Collected data entries:
▽

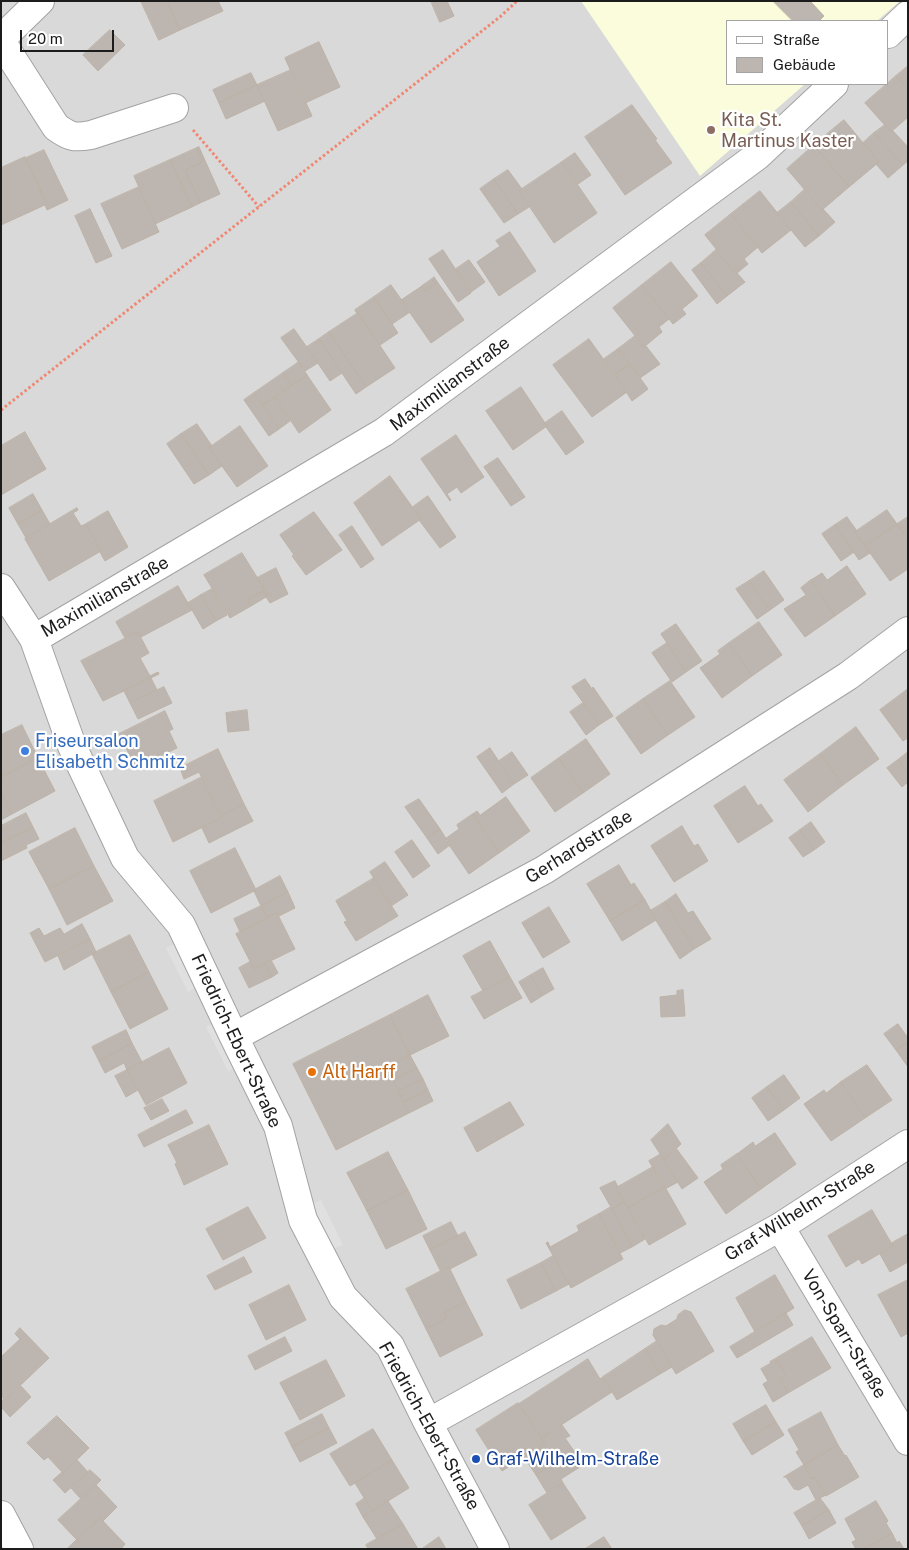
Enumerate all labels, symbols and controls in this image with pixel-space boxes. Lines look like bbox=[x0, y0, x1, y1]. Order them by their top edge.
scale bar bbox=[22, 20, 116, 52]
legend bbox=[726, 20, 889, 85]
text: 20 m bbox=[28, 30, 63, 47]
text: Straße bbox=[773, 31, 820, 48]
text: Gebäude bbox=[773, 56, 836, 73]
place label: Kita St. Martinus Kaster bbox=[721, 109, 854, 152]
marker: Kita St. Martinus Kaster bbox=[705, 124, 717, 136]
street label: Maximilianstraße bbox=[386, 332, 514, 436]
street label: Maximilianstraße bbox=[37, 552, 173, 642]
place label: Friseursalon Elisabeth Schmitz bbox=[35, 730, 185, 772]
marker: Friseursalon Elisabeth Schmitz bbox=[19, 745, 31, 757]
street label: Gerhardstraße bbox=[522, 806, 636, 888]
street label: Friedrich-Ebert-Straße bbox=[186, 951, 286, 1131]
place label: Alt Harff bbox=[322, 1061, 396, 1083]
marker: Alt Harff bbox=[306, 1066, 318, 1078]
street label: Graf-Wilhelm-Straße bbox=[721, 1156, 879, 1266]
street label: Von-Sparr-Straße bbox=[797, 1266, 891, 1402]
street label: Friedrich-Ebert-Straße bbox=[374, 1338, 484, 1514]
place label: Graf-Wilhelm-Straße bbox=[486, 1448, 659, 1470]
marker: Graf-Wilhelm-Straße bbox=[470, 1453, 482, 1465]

△
▽

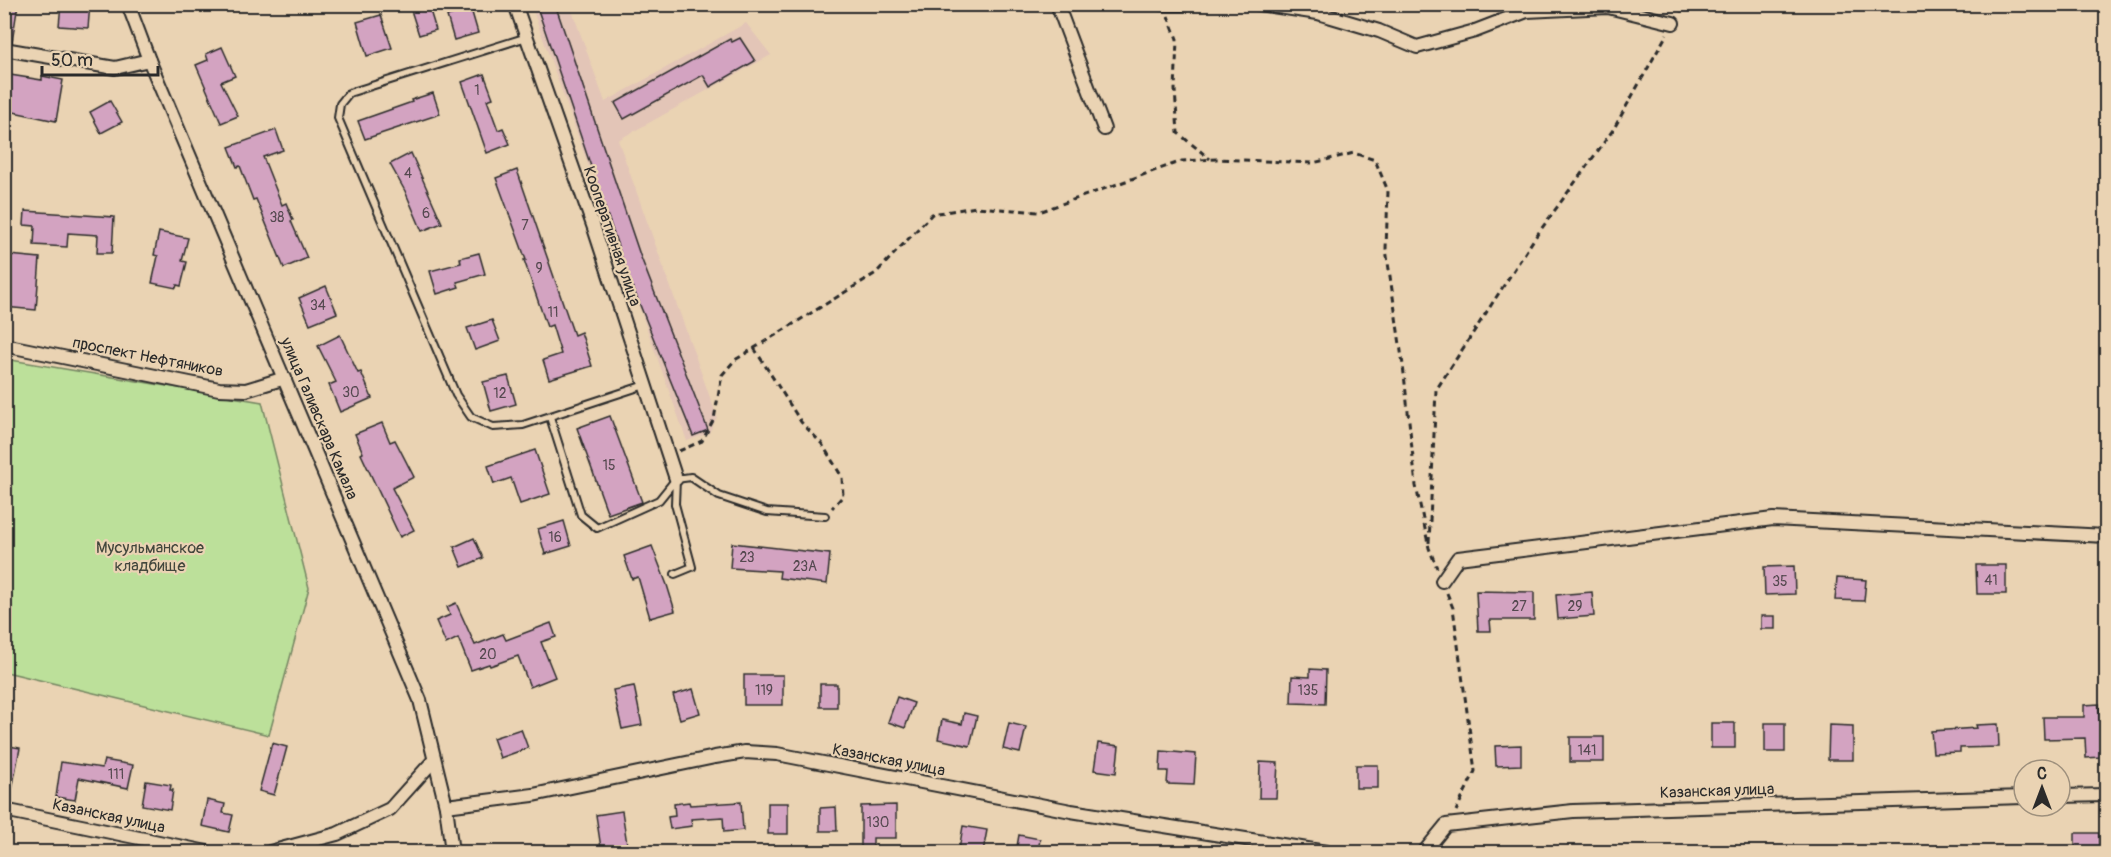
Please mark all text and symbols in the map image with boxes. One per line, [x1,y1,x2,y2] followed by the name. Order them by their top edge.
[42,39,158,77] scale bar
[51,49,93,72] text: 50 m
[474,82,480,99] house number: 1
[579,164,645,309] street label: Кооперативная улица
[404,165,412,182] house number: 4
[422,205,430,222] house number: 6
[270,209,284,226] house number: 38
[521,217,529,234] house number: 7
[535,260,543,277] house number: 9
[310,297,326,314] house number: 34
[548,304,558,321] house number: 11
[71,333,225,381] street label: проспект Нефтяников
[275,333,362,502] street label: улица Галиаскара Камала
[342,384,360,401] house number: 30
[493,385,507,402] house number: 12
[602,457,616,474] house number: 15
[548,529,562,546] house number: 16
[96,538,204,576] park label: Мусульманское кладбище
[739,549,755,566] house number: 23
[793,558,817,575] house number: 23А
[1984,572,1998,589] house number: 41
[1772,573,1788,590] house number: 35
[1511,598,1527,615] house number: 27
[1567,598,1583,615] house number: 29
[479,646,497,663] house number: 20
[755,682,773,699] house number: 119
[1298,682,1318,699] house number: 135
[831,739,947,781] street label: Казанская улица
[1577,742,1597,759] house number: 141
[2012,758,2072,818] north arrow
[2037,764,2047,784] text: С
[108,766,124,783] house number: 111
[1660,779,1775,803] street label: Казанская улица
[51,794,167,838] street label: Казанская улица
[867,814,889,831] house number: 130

△

▶ **Description of the task**:
If a line in the records contains the word "image", copy it.

▶ **Reply to the task**:
Enumerate all labels, symbols and controls in this image with pixel-space boxes. Lines look like bbox=[x0, y0, x1, y1]. Order them by their top edge.
Please mark all text and symbols in the map image with boxes. One per line, [x1,y1,x2,y2] followed by the name. Order them by their top edge.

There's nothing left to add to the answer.